Facebook Privacy Settlement Faces Challenge

An activist is challenging Facebook's proposed settlement of a class-action alleging that it scanned the private messages users sent to each other through its platform.

The challenger -- Anna St. John, who serves as a lawyer with the Center for Class Action Fairness -- argues that the proposed deal "provides no value" to Facebook's users, and primarily benefits the class-action lawyers who brought the case -- and who now stand to collect up to $3.8 million in legal fees.

The settlement, unveiled earlier this year, stems from a 2013 lawsuit alleging that Facebook violated the federal wiretap law by intercepting users' messages to each other and scanning them. The company allegedly did so in order to determine whether people were sending their friends' links to outside sites.

The proposed deal requires Facebook to pay up to almost $4 million to the class-action attorneys who brought the case, and $5,000 each to the two Facebook users who served as plaintiffs, but no monetary awards to the company's other users. Instead, users who want to pursue claims for monetary damages must bring new lawsuits.

The settlement terms also require Facebook to add the following sentence to its terms of service: “We use tools to identify and store links shared in messages, including a count of the number of times links are shared.”

"The proposed settlement provides over $3.8 million to attorneys and 22 words on one of Facebook’s help pages for one year to everyone else," St. John argues in papers submitted to U.S. District Court Judge Phyllis Hamilton in the Northern District of California. "Such a disproportionate ... and unfair settlement cannot be approved."
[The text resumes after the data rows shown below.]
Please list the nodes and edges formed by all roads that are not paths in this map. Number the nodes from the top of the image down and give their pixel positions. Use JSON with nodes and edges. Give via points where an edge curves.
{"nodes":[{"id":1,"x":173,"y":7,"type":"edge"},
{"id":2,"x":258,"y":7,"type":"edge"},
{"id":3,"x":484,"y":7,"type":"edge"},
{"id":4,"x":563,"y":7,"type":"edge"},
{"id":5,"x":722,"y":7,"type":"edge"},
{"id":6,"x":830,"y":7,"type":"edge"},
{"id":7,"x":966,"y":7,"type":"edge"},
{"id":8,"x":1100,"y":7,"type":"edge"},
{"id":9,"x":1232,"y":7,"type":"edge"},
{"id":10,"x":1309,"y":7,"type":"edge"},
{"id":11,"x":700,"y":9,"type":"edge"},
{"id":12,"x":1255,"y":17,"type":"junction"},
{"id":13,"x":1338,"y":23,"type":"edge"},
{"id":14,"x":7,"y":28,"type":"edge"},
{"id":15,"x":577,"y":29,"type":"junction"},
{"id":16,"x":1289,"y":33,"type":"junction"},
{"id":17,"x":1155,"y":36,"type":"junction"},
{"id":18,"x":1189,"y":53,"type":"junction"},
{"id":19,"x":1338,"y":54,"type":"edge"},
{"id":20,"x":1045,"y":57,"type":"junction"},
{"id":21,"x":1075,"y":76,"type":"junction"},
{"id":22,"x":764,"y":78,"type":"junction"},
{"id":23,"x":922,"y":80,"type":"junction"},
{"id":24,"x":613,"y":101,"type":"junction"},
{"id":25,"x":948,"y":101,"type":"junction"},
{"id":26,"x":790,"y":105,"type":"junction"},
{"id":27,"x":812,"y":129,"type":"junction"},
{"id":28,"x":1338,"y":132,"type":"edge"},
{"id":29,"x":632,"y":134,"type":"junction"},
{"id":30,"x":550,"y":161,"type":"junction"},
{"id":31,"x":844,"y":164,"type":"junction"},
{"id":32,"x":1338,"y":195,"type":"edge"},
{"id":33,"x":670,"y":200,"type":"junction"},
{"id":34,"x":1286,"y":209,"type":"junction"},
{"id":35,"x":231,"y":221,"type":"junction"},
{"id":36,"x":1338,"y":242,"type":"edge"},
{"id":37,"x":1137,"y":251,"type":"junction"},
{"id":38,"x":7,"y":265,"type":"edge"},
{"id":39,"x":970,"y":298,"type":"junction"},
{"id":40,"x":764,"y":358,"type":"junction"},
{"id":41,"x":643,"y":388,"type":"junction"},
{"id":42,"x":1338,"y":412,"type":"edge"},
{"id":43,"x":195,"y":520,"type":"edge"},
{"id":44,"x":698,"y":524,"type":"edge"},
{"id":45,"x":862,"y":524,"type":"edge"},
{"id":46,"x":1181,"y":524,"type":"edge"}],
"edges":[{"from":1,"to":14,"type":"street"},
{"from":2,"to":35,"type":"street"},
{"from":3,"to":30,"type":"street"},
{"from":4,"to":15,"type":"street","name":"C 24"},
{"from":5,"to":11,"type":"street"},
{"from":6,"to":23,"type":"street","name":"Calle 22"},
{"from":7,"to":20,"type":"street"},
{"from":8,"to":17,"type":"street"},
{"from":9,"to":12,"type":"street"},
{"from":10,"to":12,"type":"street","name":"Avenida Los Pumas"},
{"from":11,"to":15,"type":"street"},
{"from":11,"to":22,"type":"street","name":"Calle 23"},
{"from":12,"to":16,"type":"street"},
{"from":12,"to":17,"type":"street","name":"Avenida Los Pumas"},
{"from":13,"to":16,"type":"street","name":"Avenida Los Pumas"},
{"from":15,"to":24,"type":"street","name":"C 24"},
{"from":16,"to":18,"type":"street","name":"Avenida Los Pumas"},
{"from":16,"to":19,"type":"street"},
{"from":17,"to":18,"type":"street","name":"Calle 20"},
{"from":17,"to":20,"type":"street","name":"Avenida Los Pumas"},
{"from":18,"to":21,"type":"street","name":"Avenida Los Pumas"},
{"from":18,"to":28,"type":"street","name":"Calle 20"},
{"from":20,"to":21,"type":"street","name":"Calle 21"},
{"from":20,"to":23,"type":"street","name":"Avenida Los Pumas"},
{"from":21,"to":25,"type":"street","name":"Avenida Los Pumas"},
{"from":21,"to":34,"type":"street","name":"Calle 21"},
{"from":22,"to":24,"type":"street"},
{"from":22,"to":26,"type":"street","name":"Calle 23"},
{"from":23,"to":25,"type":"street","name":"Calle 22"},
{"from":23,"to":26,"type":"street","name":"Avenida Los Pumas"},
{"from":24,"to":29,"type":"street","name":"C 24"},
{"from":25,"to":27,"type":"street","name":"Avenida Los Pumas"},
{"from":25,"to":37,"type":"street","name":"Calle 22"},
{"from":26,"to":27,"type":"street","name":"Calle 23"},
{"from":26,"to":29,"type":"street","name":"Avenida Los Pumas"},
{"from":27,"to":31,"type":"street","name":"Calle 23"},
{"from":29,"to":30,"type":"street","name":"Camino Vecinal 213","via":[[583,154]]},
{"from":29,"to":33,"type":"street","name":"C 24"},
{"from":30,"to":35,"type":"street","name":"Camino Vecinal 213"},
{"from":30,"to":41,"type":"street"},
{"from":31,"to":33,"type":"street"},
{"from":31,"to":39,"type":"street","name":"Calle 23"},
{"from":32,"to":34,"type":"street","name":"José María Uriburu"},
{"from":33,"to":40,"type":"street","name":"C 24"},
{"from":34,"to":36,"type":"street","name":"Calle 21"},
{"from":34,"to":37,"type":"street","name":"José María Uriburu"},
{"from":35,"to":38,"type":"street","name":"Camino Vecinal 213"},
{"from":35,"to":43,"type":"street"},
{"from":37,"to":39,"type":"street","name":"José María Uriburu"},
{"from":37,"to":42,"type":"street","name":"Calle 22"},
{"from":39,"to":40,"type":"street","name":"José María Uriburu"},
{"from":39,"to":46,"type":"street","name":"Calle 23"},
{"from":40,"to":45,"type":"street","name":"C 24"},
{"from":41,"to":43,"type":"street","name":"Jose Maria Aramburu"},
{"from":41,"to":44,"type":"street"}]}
The allegations at the center of the battle emerged in 2012, when security researcher Ashkan Soltani reported that Facebook counts in-message links as "likes." Facebook said at the time that no private information is exposed, but confirmed that the like-counter "reflects the number of times people have clicked those buttons and also the number of times people have shared that page's link on Facebook."

The company has since changed that practice, but the settlement agreement does not prohibit Facebook from changing it back again. Instead, it merely notes that the company revised its back-end procedures.

"Class action settlement principles require that class members -- not class counsel -- be the primary beneficiaries of a settlement," St. John writes. "This settlement violates these principles and should be rejected."